Baru-baru ini, publik sempat dibuat heboh dengan proses kehamilan super kilat yang dialami oleh seorang ibu di Desa Mandalasari, Puspahiang, Kabupaten Tasikmalaya, Jawa Barat. Pasalnya, ibu yang diketahui bernama Heni ini melahirkan seorang anak laki-laki dengan proses kehamilan hanya satu jam lamanya. 

Peristiwa langka ini rupanya bukanlah sesuatu yang baru dalam dunia medis. Kondisi ini disebut sebagai Cryptic Pregnancy, di mana seorang wanita yang enggak mengetahui kalau dirinya tengah mengandung dan baru mengetahui hal tersebut beberapa minggu atau beberapa hari sebelum melahirkan.

Cryptic Pregnancy sering disebut sebagai kehamilan samar. Seperti yang dikutip dari laman Medical News Today, Senin (20/7/2020), wanita yang mengalami kehamilan samar ini seringkali enggak mengalami gejala khas kehamilan pada umumnya. Seperti telat menstruasi, merasa mual layaknya ibu hamil, bahkan pembengkakan pada perutnya.

Bayi yang lahir dengan kehamilan samar juga cenderung memiliki berat badan yang kurang. Selain itu, kurangnya perawatan pranetal juga dapat memengaruhi perkembangan sang buah hati. 

Medis mengklasifikasikan kehamilan samar ini menjadi dua, yakni psikotik dan nonpsikotik. Sebuah studi yang dilakukan pada 2011 lalu, wanita dengan penolakan psikotik kehamilan mungkin saja mengidap penyakit mental. Seperti skizofernia atau gangguan bipolar. Mungkin mereka mengalami gejala kehamilan tapi kemungkinan besar dikaitkan dengan penyebab delusi.

Sedangkan, wanita dengan penyangkalan nonpsikotik enggak memiliki riwayat penyakit mental. Medis mengklasifikasikan lagi nonpsikotik ini menjadi tiga kategori, meluas, afektif, dan juga gigih. Mari kita ulas satu per satu!

Pertama adalah meluas atau meresap, biasanya wanita ini mengalami kurangnya emosional yang cukup signifikan sehingga enggak menyadari kalau dirinya tengah hamil. Kedua adalah afektif, di mana wanita mengatahui kehamilan tersebut tetapi enggak siap secara emosional dan juga fisik untuk hamil. Kalau kategori gigih, wanita ini baru menyadari kehamilannya pada trimester terakhir dan menghindari mencari perhatian medis.

Ada enggak sih gejalanya?

Mengutip dari laman Healhline, ahli gizi Debra Sullivan, PhD, mengatakan kebanyakan wanita memperhatikan gejala kehamilan seperti payudara bengkak dan lunak, mood swing, merasa kelelahan, dan mual sejak trimester awal. Tapi, ketika mengalami kehamilan samar, Sullivan mengatakan enggak ada kondisi yang membuat seorang wanita curiga sedang hamil.

Apa sih yang menyebabkan gejala kehamilan tersebut enggak dirasakan oleh seorang wanita? 

Sullivan mengatakan kalau hal ini dikarenakan kadar hormon kehamilan seperti progesteron dan estrogen yang rendah. Fluktuasi hormon bisa menyebabkan sedikit pendarahan dan sering dianggap menstruasi.

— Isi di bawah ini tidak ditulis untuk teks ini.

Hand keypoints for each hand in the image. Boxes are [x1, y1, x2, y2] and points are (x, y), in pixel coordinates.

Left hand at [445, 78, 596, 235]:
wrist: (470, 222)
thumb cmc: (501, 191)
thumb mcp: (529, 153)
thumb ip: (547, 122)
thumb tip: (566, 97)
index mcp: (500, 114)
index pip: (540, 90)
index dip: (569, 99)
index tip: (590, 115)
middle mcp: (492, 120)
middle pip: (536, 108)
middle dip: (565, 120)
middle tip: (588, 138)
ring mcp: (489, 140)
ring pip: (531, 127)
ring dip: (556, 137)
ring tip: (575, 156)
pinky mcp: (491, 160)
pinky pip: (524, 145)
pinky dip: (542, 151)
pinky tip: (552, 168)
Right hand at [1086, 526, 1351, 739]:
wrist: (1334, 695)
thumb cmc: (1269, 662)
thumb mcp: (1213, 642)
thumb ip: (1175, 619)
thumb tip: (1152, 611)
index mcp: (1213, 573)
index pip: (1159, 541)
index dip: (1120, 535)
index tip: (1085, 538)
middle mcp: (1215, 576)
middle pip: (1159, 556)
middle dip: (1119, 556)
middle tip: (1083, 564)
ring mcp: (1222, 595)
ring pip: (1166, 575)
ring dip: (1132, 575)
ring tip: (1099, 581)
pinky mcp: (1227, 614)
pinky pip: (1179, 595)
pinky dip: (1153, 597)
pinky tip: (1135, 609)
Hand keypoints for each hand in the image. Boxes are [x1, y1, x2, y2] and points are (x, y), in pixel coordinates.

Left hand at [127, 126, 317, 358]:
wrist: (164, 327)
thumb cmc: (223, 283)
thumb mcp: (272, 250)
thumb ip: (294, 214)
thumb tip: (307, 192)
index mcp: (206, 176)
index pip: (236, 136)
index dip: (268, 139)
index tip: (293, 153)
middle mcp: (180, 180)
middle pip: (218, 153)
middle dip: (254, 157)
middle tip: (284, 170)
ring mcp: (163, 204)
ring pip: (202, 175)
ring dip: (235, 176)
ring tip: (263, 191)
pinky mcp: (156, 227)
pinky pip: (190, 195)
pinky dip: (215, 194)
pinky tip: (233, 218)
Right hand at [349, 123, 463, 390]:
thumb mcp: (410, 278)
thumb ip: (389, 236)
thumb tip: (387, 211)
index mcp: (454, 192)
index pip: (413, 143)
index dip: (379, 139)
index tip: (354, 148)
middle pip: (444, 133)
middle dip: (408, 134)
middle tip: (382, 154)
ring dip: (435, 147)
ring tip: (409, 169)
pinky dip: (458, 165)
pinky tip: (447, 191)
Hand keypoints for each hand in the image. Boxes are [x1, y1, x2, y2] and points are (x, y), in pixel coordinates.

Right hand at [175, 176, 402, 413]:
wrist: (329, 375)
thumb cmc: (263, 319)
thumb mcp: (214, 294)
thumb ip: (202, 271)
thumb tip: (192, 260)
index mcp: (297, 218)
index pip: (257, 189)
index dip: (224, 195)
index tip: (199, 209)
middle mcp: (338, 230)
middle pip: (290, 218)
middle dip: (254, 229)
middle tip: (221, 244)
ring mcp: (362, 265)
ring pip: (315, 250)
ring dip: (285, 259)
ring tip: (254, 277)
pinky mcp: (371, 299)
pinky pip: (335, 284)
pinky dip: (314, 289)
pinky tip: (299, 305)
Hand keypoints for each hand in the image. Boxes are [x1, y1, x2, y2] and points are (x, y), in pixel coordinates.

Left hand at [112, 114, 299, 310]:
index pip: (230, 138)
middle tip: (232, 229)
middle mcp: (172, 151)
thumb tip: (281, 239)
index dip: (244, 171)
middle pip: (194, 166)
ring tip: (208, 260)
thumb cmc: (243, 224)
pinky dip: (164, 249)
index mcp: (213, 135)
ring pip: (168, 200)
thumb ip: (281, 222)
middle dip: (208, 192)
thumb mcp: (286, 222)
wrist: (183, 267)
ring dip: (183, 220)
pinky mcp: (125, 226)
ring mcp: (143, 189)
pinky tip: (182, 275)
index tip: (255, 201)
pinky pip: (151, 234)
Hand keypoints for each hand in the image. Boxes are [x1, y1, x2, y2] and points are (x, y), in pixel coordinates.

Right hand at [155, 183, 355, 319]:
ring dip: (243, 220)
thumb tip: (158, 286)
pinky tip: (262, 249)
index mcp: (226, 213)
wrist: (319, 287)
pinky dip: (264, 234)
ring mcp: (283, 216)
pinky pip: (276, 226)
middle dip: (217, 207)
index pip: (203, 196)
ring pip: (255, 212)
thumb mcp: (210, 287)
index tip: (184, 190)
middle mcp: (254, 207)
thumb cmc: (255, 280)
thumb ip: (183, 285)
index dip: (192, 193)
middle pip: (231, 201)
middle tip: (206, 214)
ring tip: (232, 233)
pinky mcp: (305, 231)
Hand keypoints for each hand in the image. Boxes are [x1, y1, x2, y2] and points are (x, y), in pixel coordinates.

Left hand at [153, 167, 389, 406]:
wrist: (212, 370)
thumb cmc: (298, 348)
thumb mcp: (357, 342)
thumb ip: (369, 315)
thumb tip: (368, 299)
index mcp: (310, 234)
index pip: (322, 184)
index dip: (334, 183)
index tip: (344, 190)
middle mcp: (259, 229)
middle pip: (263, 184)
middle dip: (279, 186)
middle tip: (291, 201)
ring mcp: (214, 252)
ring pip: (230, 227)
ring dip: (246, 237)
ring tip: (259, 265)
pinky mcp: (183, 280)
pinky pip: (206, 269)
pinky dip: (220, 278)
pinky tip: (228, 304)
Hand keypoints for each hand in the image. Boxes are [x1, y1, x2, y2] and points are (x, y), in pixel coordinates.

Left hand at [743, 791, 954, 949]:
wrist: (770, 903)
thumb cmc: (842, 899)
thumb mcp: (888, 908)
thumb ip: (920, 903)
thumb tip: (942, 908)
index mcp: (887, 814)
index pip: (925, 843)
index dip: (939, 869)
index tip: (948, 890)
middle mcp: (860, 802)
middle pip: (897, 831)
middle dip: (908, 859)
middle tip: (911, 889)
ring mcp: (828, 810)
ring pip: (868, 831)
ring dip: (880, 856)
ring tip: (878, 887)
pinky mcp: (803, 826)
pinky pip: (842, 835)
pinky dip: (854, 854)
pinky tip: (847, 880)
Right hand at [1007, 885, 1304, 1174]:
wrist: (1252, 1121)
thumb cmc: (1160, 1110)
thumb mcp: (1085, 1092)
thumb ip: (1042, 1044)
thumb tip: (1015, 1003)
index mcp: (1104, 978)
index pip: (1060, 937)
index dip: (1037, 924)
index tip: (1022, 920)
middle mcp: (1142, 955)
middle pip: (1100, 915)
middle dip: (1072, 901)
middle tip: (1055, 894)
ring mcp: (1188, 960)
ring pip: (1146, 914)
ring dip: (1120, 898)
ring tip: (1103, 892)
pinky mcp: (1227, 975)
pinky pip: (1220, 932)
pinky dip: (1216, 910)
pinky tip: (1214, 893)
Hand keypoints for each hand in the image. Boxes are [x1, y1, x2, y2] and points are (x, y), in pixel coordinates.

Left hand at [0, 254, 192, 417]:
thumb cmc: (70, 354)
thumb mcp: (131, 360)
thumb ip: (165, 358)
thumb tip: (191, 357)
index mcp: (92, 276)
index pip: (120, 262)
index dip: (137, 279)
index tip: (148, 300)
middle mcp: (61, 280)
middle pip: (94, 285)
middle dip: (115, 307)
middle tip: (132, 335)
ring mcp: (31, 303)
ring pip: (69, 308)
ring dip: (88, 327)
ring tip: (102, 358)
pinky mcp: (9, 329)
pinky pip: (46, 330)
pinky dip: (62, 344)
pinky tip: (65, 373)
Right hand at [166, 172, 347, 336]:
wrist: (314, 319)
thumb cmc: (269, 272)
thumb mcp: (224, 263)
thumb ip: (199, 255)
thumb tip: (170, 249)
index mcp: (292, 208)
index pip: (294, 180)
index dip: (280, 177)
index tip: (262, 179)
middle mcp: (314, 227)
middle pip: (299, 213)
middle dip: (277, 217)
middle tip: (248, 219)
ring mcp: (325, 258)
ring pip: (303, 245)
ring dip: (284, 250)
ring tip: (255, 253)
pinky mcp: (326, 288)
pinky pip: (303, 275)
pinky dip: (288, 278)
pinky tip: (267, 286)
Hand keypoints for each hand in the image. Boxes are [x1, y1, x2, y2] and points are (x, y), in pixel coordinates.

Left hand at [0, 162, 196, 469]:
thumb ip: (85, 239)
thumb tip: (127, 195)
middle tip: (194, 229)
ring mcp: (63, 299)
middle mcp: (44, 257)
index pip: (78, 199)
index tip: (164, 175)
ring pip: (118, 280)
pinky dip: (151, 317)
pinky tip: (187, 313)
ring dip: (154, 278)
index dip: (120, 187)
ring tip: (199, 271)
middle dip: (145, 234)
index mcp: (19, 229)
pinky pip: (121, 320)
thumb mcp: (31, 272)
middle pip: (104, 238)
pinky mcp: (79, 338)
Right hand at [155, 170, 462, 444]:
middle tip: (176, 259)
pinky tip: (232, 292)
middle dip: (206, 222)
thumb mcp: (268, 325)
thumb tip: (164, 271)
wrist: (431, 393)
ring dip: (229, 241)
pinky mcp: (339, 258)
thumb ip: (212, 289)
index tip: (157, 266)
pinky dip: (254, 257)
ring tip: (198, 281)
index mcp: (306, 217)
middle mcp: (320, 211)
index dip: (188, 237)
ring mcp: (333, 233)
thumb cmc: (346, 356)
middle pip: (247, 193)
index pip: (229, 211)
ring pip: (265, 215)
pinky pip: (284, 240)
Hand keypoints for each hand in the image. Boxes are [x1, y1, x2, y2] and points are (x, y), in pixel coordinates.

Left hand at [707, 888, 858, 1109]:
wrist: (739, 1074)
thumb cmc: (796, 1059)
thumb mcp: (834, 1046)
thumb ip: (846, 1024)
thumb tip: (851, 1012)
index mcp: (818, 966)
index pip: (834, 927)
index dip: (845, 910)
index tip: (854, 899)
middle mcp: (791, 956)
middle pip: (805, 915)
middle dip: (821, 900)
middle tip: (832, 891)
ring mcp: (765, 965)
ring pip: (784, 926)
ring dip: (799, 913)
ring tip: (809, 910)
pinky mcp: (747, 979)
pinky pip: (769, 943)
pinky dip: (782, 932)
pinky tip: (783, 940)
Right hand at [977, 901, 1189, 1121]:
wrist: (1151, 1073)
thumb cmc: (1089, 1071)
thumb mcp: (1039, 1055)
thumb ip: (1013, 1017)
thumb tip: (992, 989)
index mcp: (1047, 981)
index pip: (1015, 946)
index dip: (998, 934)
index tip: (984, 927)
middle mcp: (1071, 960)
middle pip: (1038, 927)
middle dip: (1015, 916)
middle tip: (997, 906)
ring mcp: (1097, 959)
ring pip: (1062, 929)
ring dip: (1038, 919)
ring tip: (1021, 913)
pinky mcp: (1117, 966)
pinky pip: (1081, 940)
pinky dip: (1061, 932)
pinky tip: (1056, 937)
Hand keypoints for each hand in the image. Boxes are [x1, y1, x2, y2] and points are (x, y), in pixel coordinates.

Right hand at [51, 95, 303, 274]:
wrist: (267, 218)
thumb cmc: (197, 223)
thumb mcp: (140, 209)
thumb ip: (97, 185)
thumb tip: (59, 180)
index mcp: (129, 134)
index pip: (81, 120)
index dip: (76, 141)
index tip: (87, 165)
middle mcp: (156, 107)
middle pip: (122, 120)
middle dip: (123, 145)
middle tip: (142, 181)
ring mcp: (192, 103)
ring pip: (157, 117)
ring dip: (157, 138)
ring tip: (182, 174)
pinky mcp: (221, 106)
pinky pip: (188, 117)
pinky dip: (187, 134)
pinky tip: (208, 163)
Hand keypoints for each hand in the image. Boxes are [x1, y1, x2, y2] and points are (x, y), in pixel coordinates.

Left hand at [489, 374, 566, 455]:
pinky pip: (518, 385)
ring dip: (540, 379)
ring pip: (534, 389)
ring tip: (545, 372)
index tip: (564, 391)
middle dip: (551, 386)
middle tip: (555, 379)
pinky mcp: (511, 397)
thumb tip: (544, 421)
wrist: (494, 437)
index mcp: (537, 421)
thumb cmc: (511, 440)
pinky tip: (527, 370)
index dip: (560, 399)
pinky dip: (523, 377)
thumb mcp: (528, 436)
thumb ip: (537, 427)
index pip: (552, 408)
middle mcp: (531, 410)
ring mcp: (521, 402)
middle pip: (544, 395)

Banyak kondisi yang terkait dengan kehamilan samar ini, seperti Polyctstic Ovarian Syndrome (PCOS), perimenopause di mana memiliki gejala mirip dengan kehamilan yang disertai dengan naiknya berta badan dan perubahan suasan hati, penggunaal Pil KB dan pemakaian kontrasepesi sehingga yakin kalau enggak hamil karena merasa sudah 'aman'.

Enggak cuma itu, kehamilan juga sulit dideteksi lantaran sering melakukan aktivitas fisik yang berat, kadar lemak tubuh yang rendah, dan kadar hormon yang rendah.

Seperti apa proses persalinan kehamilan samar?

Sullivan juga mengatakan, proses persalanina pada kehamilan sama ini sama saja seperti persalinan pada umumnya. Hanya saja, bisa jadi belum siap secara psikis menjadi seorang ibu lantaran enggak mengetahui kehamilan tersebut sebelumnya.